Es difícil recrear la emoción de mi padre al ver el nombre. Sus gafas de montura de alambre -que, cuanto más leía, más le resbalaban por el puente de la nariz- le aumentaban los ojos de tal manera que éstos se volvieron la medida de su curiosidad y lo primero y lo último que la gente recordaba de él.

En aquel momento, mientras mi padre medía el alcance del hallazgo, toda la luz de la habitación pareció converger en el interior de aquellos ojos. La carta había sido redactada por una mano torpe, en mal toscano, como si el autor no estuviera acostumbrado a esa lengua o incluso al acto de escribir. La carta se entretenía en rodeos que a veces no se dirigían a nadie en particular y a veces se dirigían a Dios. El autor pedía disculpas por no escribir en latín o en griego, pues desconocía ambas lenguas. Y luego, por fin, se disculpaba por lo que había hecho.

«Perdóname, Padre Santo, pues he matado a dos hombres. Fue mi propia mano la que blandió la espada, pero no fue idea mía. Fue mi señor, Francesco Colonna, quien me ordenó hacerlo. Ten misericordia de nosotros.»
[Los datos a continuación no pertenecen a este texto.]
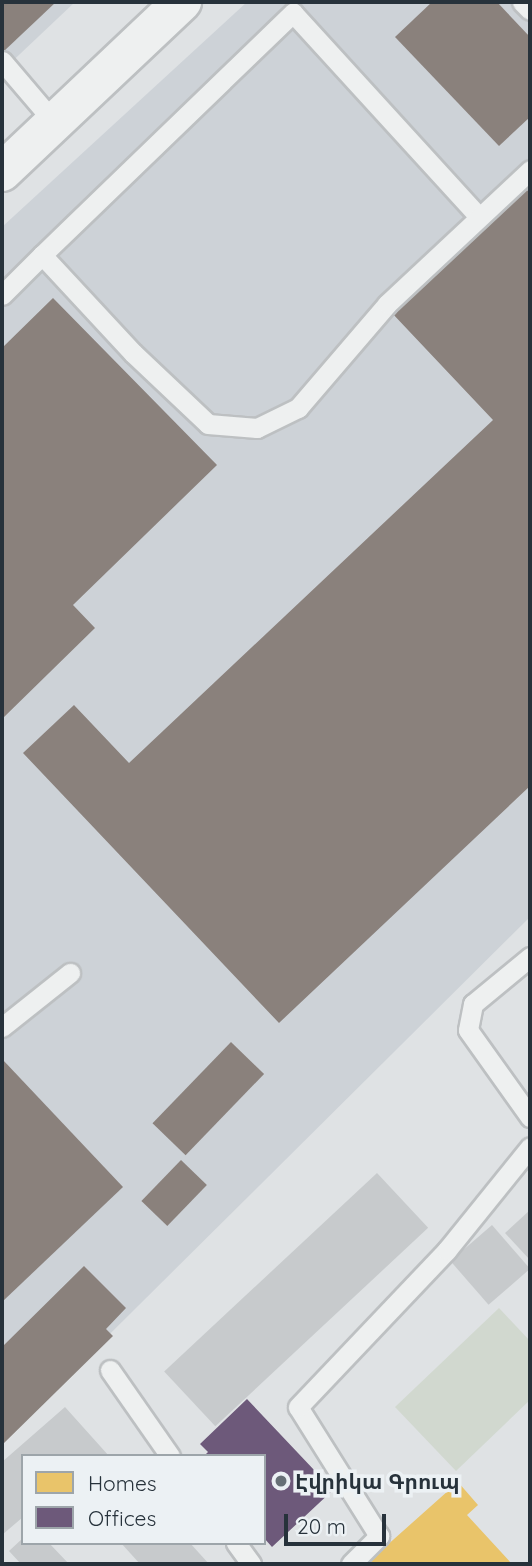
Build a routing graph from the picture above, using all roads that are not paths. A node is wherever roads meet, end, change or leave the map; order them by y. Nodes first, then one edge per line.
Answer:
1 (182, 2) edge
2 (522, 2) edge
3 (299, 7) edge
4 (530, 10) edge
5 (2, 61) edge
6 (54, 122) junction
7 (530, 170) edge
8 (2, 172) edge
9 (479, 217) junction
10 (42, 255) junction
11 (2, 295) edge
12 (530, 957) edge
13 (70, 973) dead end
14 (2, 1027) edge
15 (530, 1117) edge
16 (530, 1147) edge
17 (110, 1370) dead end
18 (169, 1454) edge
19 (237, 1545) edge
20 (251, 1564) edge
21 (351, 1564) edge

1 - 6 street
2 - 4 lane
3 - 9 lane
3 - 10 lane
5 - 6 lane
6 - 8 street
7 - 9 lane
9 - 10 lane
10 - 11 lane
12 - 15 lane
13 - 14 lane
16 - 21 lane
17 - 18 lane
19 - 20 lane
La carta sostenía que los asesinatos formaban parte de un plan tan intrincado, que alguien tan simple como el autor de la carta no hubiera sido capaz de diseñarlo. Las dos víctimas eran para Colonna sospechosos de traición y, siguiendo sus instrucciones, fueron enviados a una misión inusual. Recibieron una carta para que la entregaran en una iglesia fuera de las murallas de Roma, donde un tercer hombre les estaría esperando. Bajo amenaza de pena de muerte, debían abstenerse de leer la carta, de perderla, incluso de tocarla con las manos desnudas. Así comenzaba la historia del lacayo romano que mató a los mensajeros en San Lorenzo.